A review by books_baking_brews
Autumn by Ali Smith

5.0

Woo boy. This reminds me of one of those books you dissect in class unfolding all the moments and meanings. Set against the backdrop of political unrest post-Brexit, this book circles around Danial and Elisabeth, who are the friend loves of each others lives. "The lifelong friends, he said. We sometimes wait a lifetime to meet them." We first meet the pair when Elisabeth is eight and Daniel, 77. The novels jumps from past to present, where Daniel now 101 is in a home on the edge of life and death and Elisabeth, now 32, comes and reads to him. There are so many things to unpack in these 260 pages, I actually want to reread this. No one writes like Smith and her prose is just so relevant.
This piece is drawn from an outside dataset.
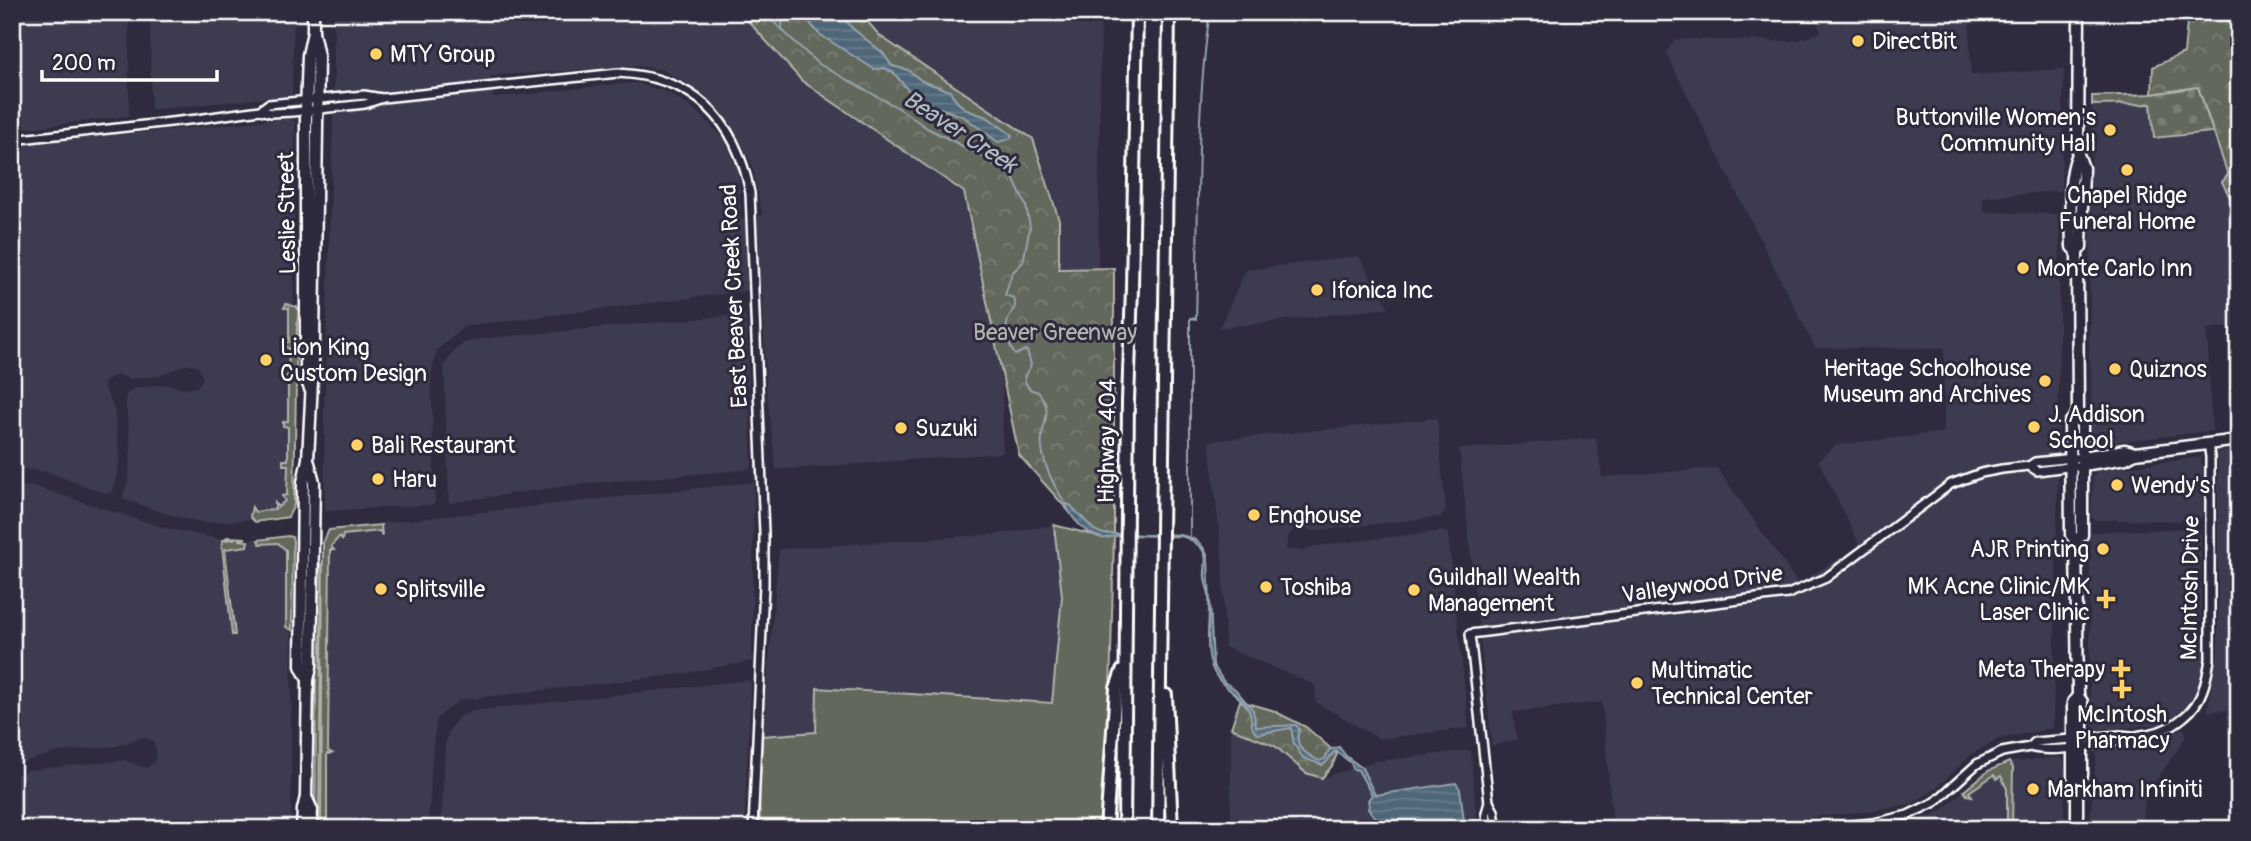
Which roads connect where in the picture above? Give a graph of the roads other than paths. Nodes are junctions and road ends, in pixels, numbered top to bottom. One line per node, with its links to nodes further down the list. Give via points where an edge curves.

Listen to this: "I'm tired of the news. I'm tired of the way it makes things spectacular that aren't, and deals so simplistically with what truly appalling. I'm tired of the vitriol. I'm tired of the anger. I'm tired of the selfishness. I'm tired of how we're doing nothing to stop it. I'm tired of how we're encouraging it. I'm tried of the violence there is and I'm tired of the violence that's coming, that hasn't happened yet. I'm tired of the liars. I'm tired of the sanctified liars. I'm tired of how those liars have let this happen. I'm tired of having to wonder whether they did it out of stupidity or did it on purpose. I'm tired of lying governments. I'm tired of people not caring whether they're being lied to any more. I'm tired of being made to fell this fearful." I can't wait to read the next in her seasonal quartet; Winter is coming. (Shoulders, I had to.)